## What this task involves:
If a record holds a picture, skip the picture but print everything else exactly.
╭─ Material supplied
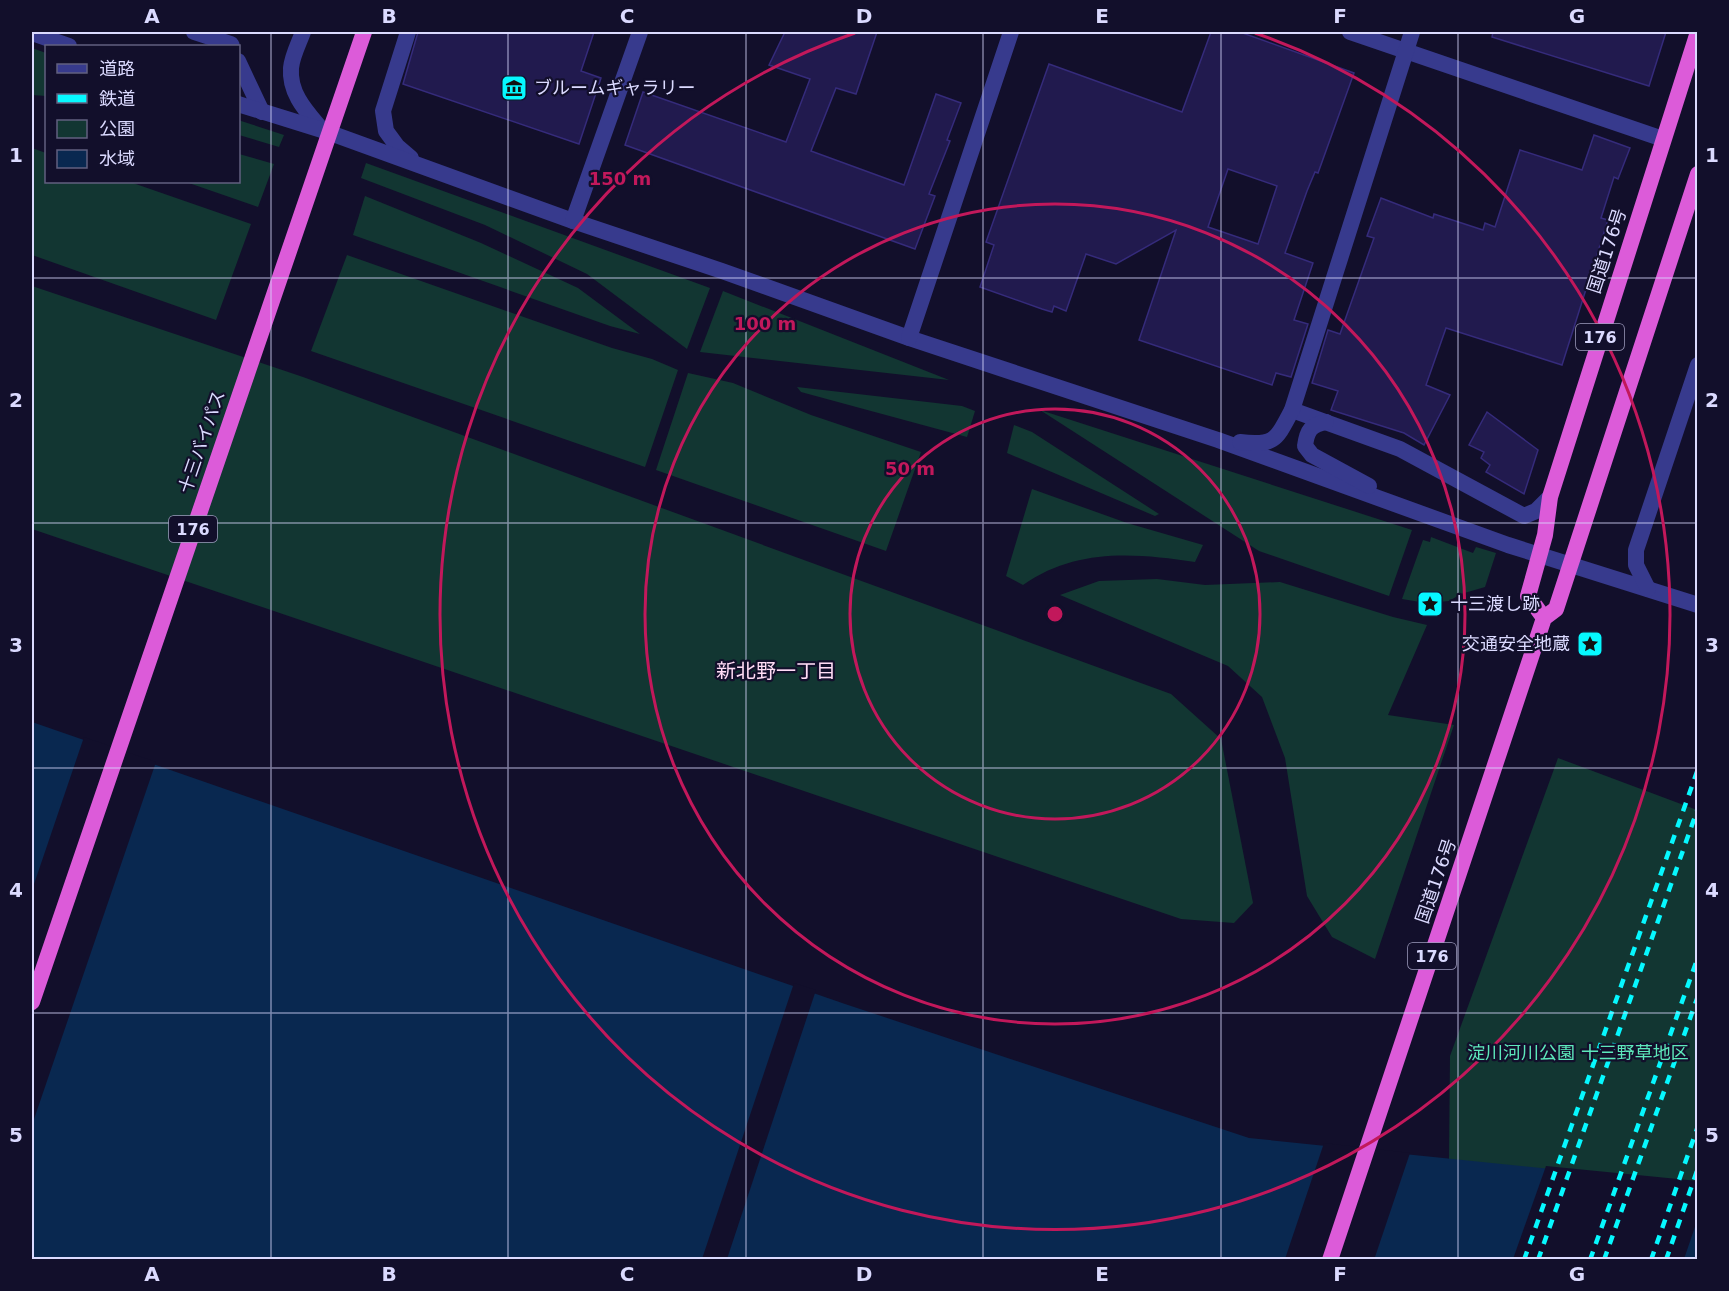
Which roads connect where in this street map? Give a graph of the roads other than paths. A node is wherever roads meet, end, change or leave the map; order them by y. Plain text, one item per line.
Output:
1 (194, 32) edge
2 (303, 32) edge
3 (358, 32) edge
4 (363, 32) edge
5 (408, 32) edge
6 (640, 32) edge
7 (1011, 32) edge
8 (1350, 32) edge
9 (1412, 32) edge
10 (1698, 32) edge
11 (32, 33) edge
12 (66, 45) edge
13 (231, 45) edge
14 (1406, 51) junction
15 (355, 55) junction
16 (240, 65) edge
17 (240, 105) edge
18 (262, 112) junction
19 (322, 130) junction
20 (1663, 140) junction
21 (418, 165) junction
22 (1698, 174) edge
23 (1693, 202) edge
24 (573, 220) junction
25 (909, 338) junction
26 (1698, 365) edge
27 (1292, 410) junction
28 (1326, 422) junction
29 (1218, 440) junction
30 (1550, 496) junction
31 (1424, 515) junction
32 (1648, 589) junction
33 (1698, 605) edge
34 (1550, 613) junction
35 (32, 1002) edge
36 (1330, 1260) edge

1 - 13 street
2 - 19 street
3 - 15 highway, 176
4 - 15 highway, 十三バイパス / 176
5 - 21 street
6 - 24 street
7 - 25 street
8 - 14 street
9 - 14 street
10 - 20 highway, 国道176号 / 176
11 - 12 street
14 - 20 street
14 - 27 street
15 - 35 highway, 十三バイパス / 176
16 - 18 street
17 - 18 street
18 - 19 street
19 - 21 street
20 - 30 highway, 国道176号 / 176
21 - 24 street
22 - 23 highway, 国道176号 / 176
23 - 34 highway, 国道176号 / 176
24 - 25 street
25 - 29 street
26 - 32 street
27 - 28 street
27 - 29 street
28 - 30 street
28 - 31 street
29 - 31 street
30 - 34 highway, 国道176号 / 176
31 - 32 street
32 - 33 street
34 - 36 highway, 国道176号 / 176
╰─
## Task answer:
Which roads connect where in this street map? Give a graph of the roads other than paths. A node is wherever roads meet, end, change or leave the map; order them by y. Plain text, one item per line.
Output:
1 (194, 32) edge
2 (303, 32) edge
3 (358, 32) edge
4 (363, 32) edge
5 (408, 32) edge
6 (640, 32) edge
7 (1011, 32) edge
8 (1350, 32) edge
9 (1412, 32) edge
10 (1698, 32) edge
11 (32, 33) edge
12 (66, 45) edge
13 (231, 45) edge
14 (1406, 51) junction
15 (355, 55) junction
16 (240, 65) edge
17 (240, 105) edge
18 (262, 112) junction
19 (322, 130) junction
20 (1663, 140) junction
21 (418, 165) junction
22 (1698, 174) edge
23 (1693, 202) edge
24 (573, 220) junction
25 (909, 338) junction
26 (1698, 365) edge
27 (1292, 410) junction
28 (1326, 422) junction
29 (1218, 440) junction
30 (1550, 496) junction
31 (1424, 515) junction
32 (1648, 589) junction
33 (1698, 605) edge
34 (1550, 613) junction
35 (32, 1002) edge
36 (1330, 1260) edge

1 - 13 street
2 - 19 street
3 - 15 highway, 176
4 - 15 highway, 十三バイパス / 176
5 - 21 street
6 - 24 street
7 - 25 street
8 - 14 street
9 - 14 street
10 - 20 highway, 国道176号 / 176
11 - 12 street
14 - 20 street
14 - 27 street
15 - 35 highway, 十三バイパス / 176
16 - 18 street
17 - 18 street
18 - 19 street
19 - 21 street
20 - 30 highway, 国道176号 / 176
21 - 24 street
22 - 23 highway, 国道176号 / 176
23 - 34 highway, 国道176号 / 176
24 - 25 street
25 - 29 street
26 - 32 street
27 - 28 street
27 - 29 street
28 - 30 street
28 - 31 street
29 - 31 street
30 - 34 highway, 国道176号 / 176
31 - 32 street
32 - 33 street
34 - 36 highway, 国道176号 / 176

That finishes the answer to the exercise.